Collective bargaining for civil servants

Felex Share Senior Reporter
Cabinet has approved principles on the amendment of the Public Service Act as Government moves to allow civil servants to engage in collective bargaining as enshrined in the Constitution. Civil servants have for long been pressing to engage in collective bargaining with their employer and the envisaged amendments will remove inconsistences which have frustrated the realisation of their quest over the years.

This comes as Government is in the process of decompressing grades of civil servants in a bid to pay them according to experience, seniority and qualifications. The Government has also asked its workers to prepare a position paper on their conditions of service for deliberations to take place.

These developments came out during a National Joint Negotiating Council (NJNC) meeting in Harare last Friday.
The NJNC brings together Government and civil servants negotiators. This was the first meeting under the new dispensation.
Apex Council chairwoman Mrs Cecelia Alexander led the civil servants while the Government team leader was Mr Simon Masanga.

Speaking after the meeting, Mrs Alexander hailed the progress made towards reviewing the Public Service Act.
“We have been told that the principles for the harmonisation of the laws and, principally amendment to the Public Service Act have been approved by Cabinet,” she said.

“It is an issue we have been waiting for because it is these amendments which will give us the right to collective bargaining as enshrined in Section 65 of the Constitution. As it stands, we don’t have bargaining power. We have been told that a first draft Bill is being prepared for debate in Parliament,” Mrs Alexander said.

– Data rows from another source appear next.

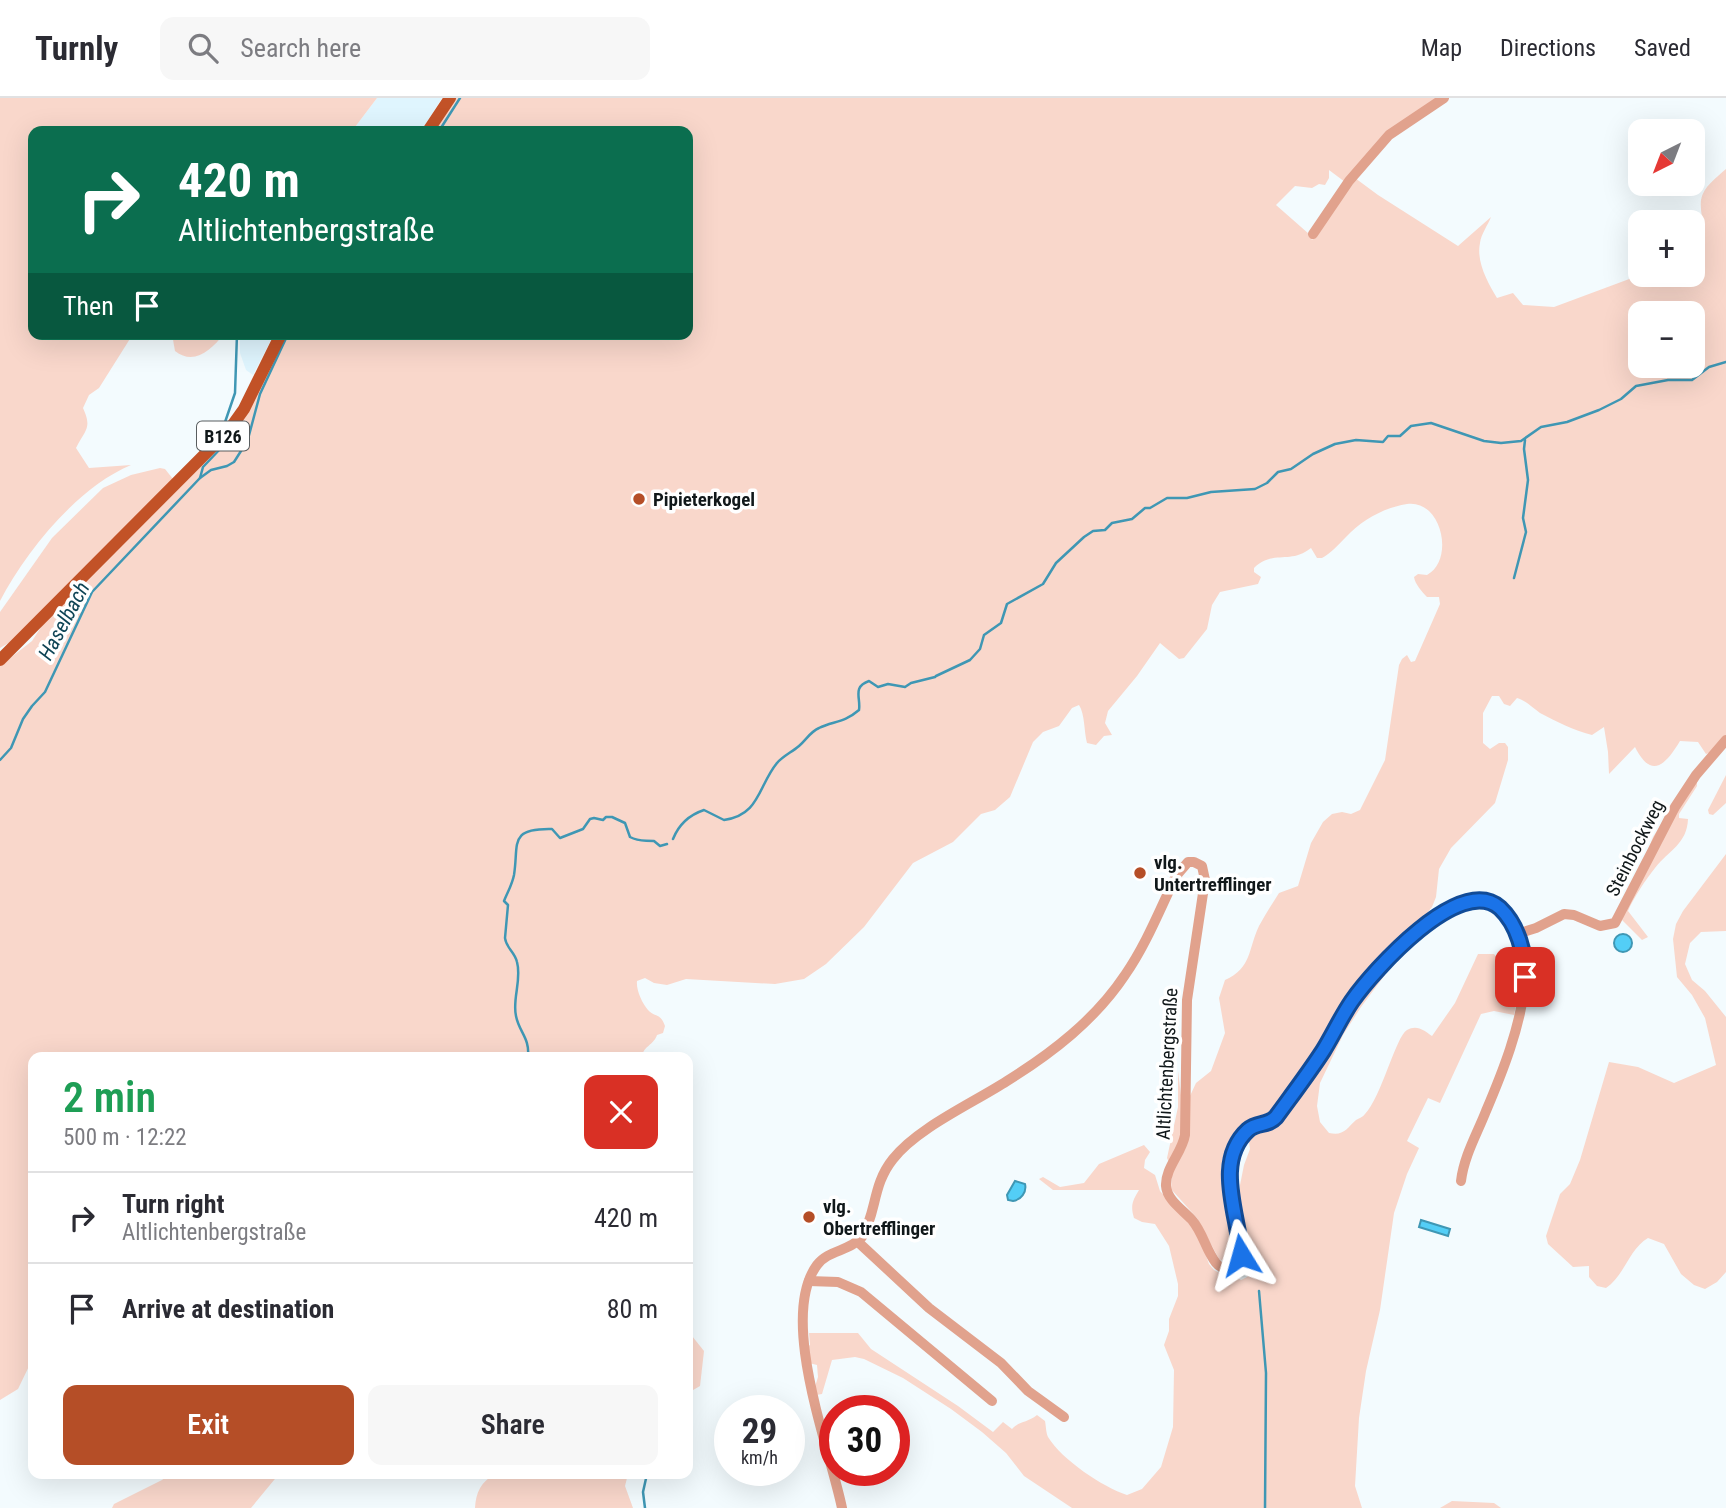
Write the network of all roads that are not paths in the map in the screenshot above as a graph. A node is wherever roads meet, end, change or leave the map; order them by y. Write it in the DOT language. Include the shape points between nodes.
graph roads {
  1 [pos="450,98"];
  2 [pos="1444,98"];
  3 [pos="431,126"];
  4 [pos="1313,234"];
  5 [pos="278,340"];
  6 [pos="0,660"];
  7 [pos="1726,740"];
  8 [pos="1517,933"];
  9 [pos="1461,1181"];
  10 [pos="858,1242"];
  11 [pos="809,1281"];
  12 [pos="992,1401"];
  13 [pos="1064,1417"];
  14 [pos="842,1508"];
  1 -- 3 [label="main road"];
  2 -- 4 [label="street" via="1389,135 1349,181"];
  5 -- 6 [label="main road, B126" via="229,430"];
  7 -- 8 [label="street, Steinbockweg" via="1675,807 1615,923 1600,926 1562,914"];
  8 -- 9 [label="street, Altlichtenbergstraße" via="1525,977 1517,1024"];
  8 -- 10 [label="street, Altlichtenbergstraße" via="1503,912 1489,902 1454,908 1424,925 1358,993 1276,1117 1251,1127 1236,1146 1230,1176 1241,1255 1235,1267 1224,1269 1166,1186 1185,1135 1187,1000 1205,878 1200,864 1188,862 1176,876 1125,975 1091,1016 1038,1061 915,1138 894,1157 880,1180 866,1230"];
  10 -- 11 [label="street" via="824,1258"];
  10 -- 13 [label="street" via="939,1316"];
  11 -- 12 [label="street" via="838,1282 861,1292"];
  11 -- 14 [label="street" via="803,1316 805,1359"];
}
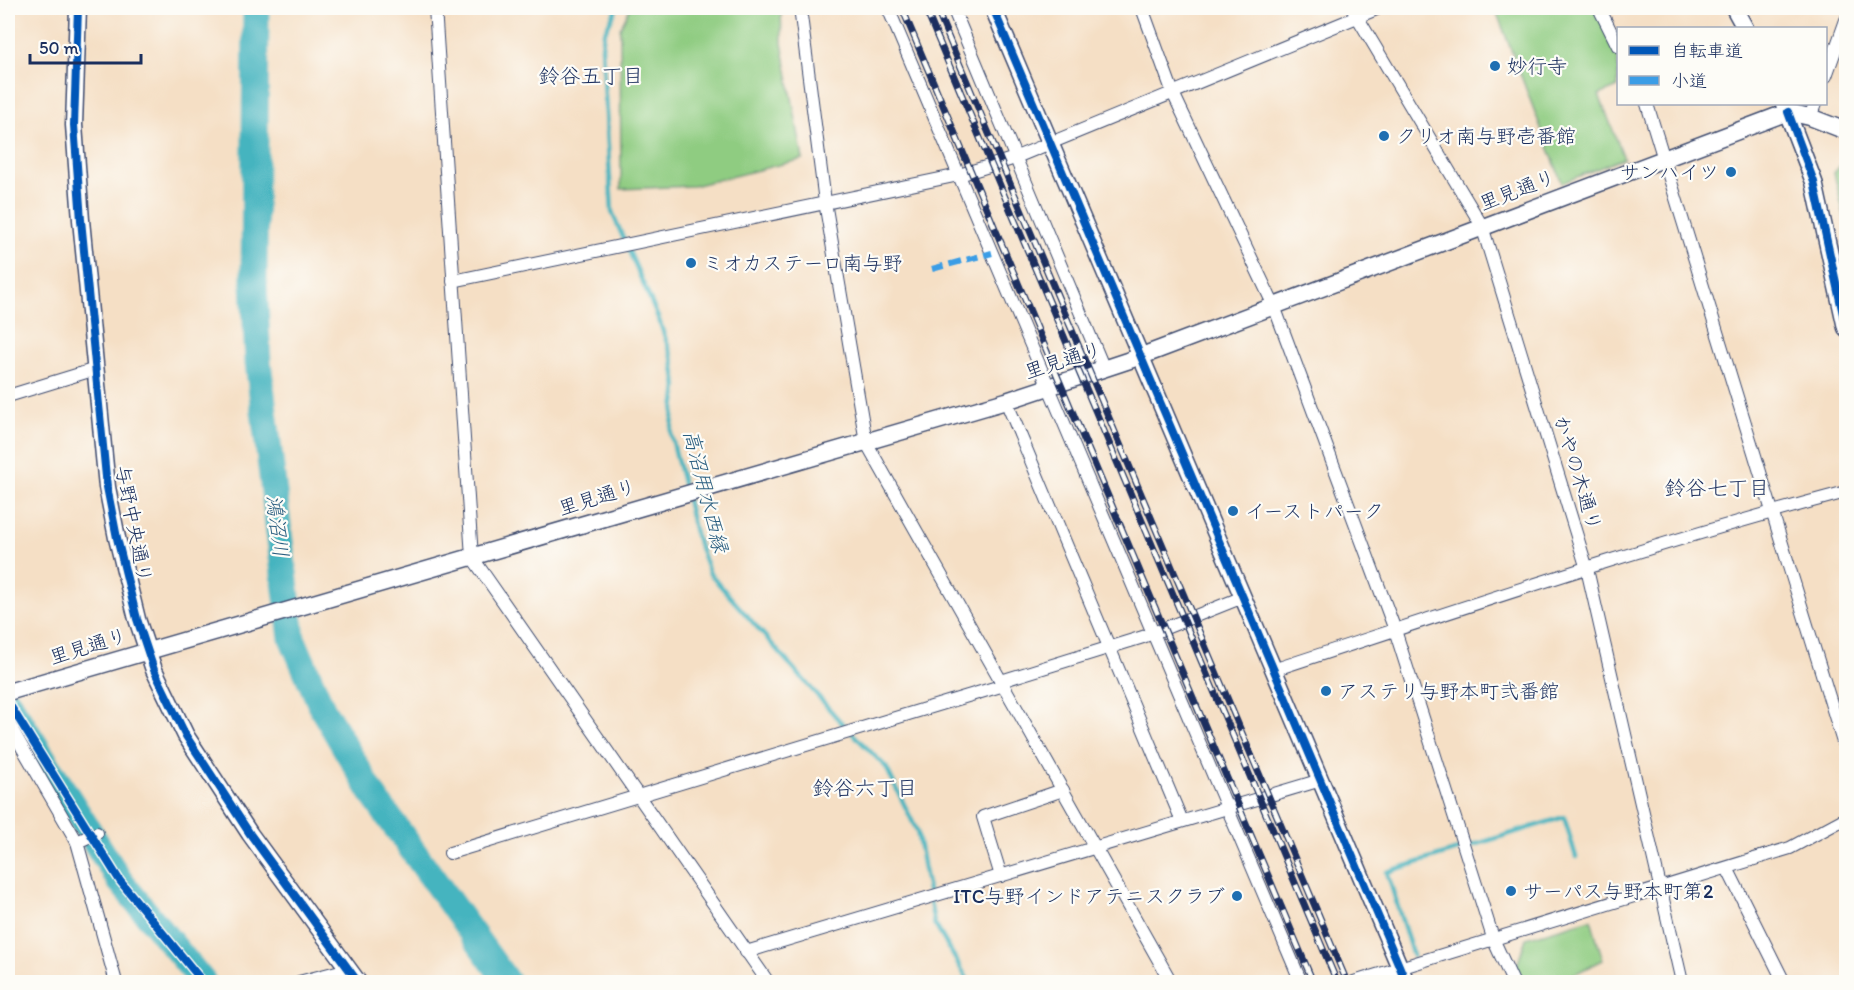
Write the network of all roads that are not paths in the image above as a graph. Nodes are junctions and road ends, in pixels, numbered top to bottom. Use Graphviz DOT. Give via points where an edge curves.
graph roads {
  1 [pos="78,8"];
  2 [pos="435,8"];
  3 [pos="800,8"];
  4 [pos="888,8"];
  5 [pos="953,8"];
  6 [pos="993,8"];
  7 [pos="1142,8"];
  8 [pos="1379,8"];
  9 [pos="1599,8"];
  10 [pos="1734,8"];
  11 [pos="1355,12"];
  12 [pos="1846,20"];
  13 [pos="1744,27"];
  14 [pos="1617,44"];
  15 [pos="1827,73"];
  16 [pos="1173,93"];
  17 [pos="1647,105"];
  18 [pos="1786,108"];
  19 [pos="1813,110"];
  20 [pos="1846,131"];
  21 [pos="1050,144"];
  22 [pos="1665,157"];
  23 [pos="1014,158"];
  24 [pos="959,175"];
  25 [pos="825,202"];
  26 [pos="1482,226"];
  27 [pos="453,282"];
  28 [pos="1274,306"];
  29 [pos="1846,328"];
  30 [pos="1139,357"];
  31 [pos="96,369"];
  32 [pos="1104,369"];
  33 [pos="1048,387"];
  34 [pos="8,396"];
  35 [pos="1006,401"];
  36 [pos="866,442"];
  37 [pos="1846,492"];
  38 [pos="1773,512"];
  39 [pos="472,557"];
  40 [pos="1587,569"];
  41 [pos="1244,597"];
  42 [pos="1395,630"];
  43 [pos="1153,633"];
  44 [pos="1109,646"];
  45 [pos="146,650"];
  46 [pos="1273,670"];
  47 [pos="1003,683"];
  48 [pos="9,692"];
  49 [pos="8,723"];
  50 [pos="1846,752"];
  51 [pos="1321,780"];
  52 [pos="1063,790"];
  53 [pos="638,796"];
  54 [pos="1227,808"];
  55 [pos="1846,818"];
  56 [pos="1182,821"];
  57 [pos="1095,847"];
  58 [pos="450,853"];
  59 [pos="1727,868"];
  60 [pos="1001,876"];
  61 [pos="1660,889"];
  62 [pos="1494,941"];
  63 [pos="746,952"];
  64 [pos="1403,975"];
  65 [pos="353,976"];
  66 [pos="116,982"];
  67 [pos="299,982"];
  68 [pos="768,982"];
  69 [pos="1172,982"];
  70 [pos="1301,982"];
  71 [pos="1354,982"];
  72 [pos="1513,982"];
  73 [pos="1682,982"];
  74 [pos="1784,982"];
  1 -- 31 [label="street, 与野中央通り" via="74,125"];
  2 -- 27 [label="street"];
  3 -- 25 [label="street"];
  4 -- 24 [label="street"];
  5 -- 23 [label="street"];
  6 -- 21 [label="street"];
  7 -- 16 [label="street"];
  8 -- 11 [label="street"];
  9 -- 14 [label="street"];
  10 -- 13 [label="street"];
  11 -- 16 [label="street"];
  11 -- 26 [label="street, かやの木通り"];
  12 -- 15 [label="street"];
  16 -- 21 [label="street"];
  16 -- 28 [label="street"];
  17 -- 22 [label="street"];
  18 -- 19 [label="street"];
  18 -- 22 [label="street, 里見通り"];
  18 -- 29 [label="street" via="1814,182"];
  19 -- 20 [label="street"];
  21 -- 23 [label="street"];
  21 -- 30 [label="street"];
  22 -- 26 [label="street, 里見通り"];
  22 -- 38 [label="street"];
  23 -- 24 [label="street"];
  23 -- 32 [label="street"];
  24 -- 25 [label="street"];
  24 -- 33 [label="street"];
  25 -- 27 [label="street"];
  25 -- 36 [label="street"];
  26 -- 28 [label="street, 里見通り"];
  26 -- 40 [label="street, かやの木通り"];
  27 -- 39 [label="street"];
  28 -- 30 [label="street, 里見通り"];
  28 -- 42 [label="street"];
  30 -- 32 [label="street, 里見通り"];
  30 -- 41 [label="street"];
  31 -- 34 [label="street"];
  31 -- 45 [label="street, 与野中央通り" via="107,487"];
  32 -- 33 [label="street, 里見通り"];
  33 -- 35 [label="street, 里見通り"];
  33 -- 43 [label="street"];
  35 -- 36 [label="street, 里見通り"];
  35 -- 44 [label="street"];
  36 -- 39 [label="street, 里見通り"];
  36 -- 47 [label="street"];
  37 -- 38 [label="street"];
  38 -- 40 [label="street"];
  38 -- 50 [label="street"];
  39 -- 45 [label="street, 里見通り"];
  39 -- 53 [label="street"];
  40 -- 42 [label="street"];
  40 -- 61 [label="street, かやの木通り"];
  41 -- 43 [label="street"];
  41 -- 46 [label="street"];
  42 -- 46 [label="street"];
  42 -- 62 [label="street"];
  43 -- 44 [label="street"];
  43 -- 54 [label="street"];
  44 -- 47 [label="street"];
  44 -- 56 [label="street"];
  45 -- 48 [label="street, 里見通り"];
  45 -- 65 [label="street, 与野中央通り" via="173,712 214,782"];
  46 -- 51 [label="street"];
  47 -- 52 [label="street"];
  47 -- 53 [label="street"];
  49 -- 66 [label="street" via="87,838"];
  51 -- 54 [label="street"];
  51 -- 64 [label="street"];
  52 -- 57 [label="street"];
  52 -- 60 [label="street" via="983,817"];
  53 -- 58 [label="street"];
  53 -- 63 [label="street"];
  54 -- 56 [label="street"];
  54 -- 70 [label="street"];
  55 -- 59 [label="street" via="1790,848"];
  56 -- 57 [label="street"];
  57 -- 60 [label="street"];
  57 -- 69 [label="street"];
  59 -- 61 [label="street"];
  59 -- 74 [label="street"];
  60 -- 63 [label="street"];
  61 -- 62 [label="street"];
  61 -- 73 [label="street, かやの木通り"];
  62 -- 64 [label="street"];
  62 -- 72 [label="street"];
  63 -- 68 [label="street"];
  64 -- 71 [label="street"];
  65 -- 67 [label="street"];
}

“With respect to the Collective Bargaining Council, a committee of four people, two from each side, was mandated to convene and make recommendations to the NJNC on how the structure should be established.”
Mrs Alexander said Government had started de-bunching civil servants’ salary grades.

“Following Apex Council’s request for Government to implement the 2014 agreement to raise the salary of the lowest paid worker to the poverty datum line, the meeting resolved that labour crafts a more current position paper for deliberation at the next meeting,” she said.

“Our salaries have been eroded by the price madness though Government has made some interventions. The market continues to behave wildly and we need salaries to be linked to the PDL. Coupled with this, Government confirmed that work on de-bunching of salary grades is now in progress. A lot of civil servants are bunched in more or less the same grade regardless of academic (qualification) and professional skills as well as experience, responsibilities and additional tasks.”

Bunching of workers started during the formalisation of the multi-currency system in 2009 where civil servants were initially paid a uniform US$100.

She said teachers would know Government’s position on their vacation leave during the next NJNC meeting scheduled for May 11.

Said Mrs Alexander: “Government agreed that it is a statutory right (taking leave) whose suspension was done for expediency.”
Government deferred vacation leave for teachers in 2016 as a cost-cutting measure.

It cited a lack of resources to pay relief teachers during the three-month period that a full-time teachers would be away.
Government was spending an estimated $2,5 million in outsourcing services from relief teachers.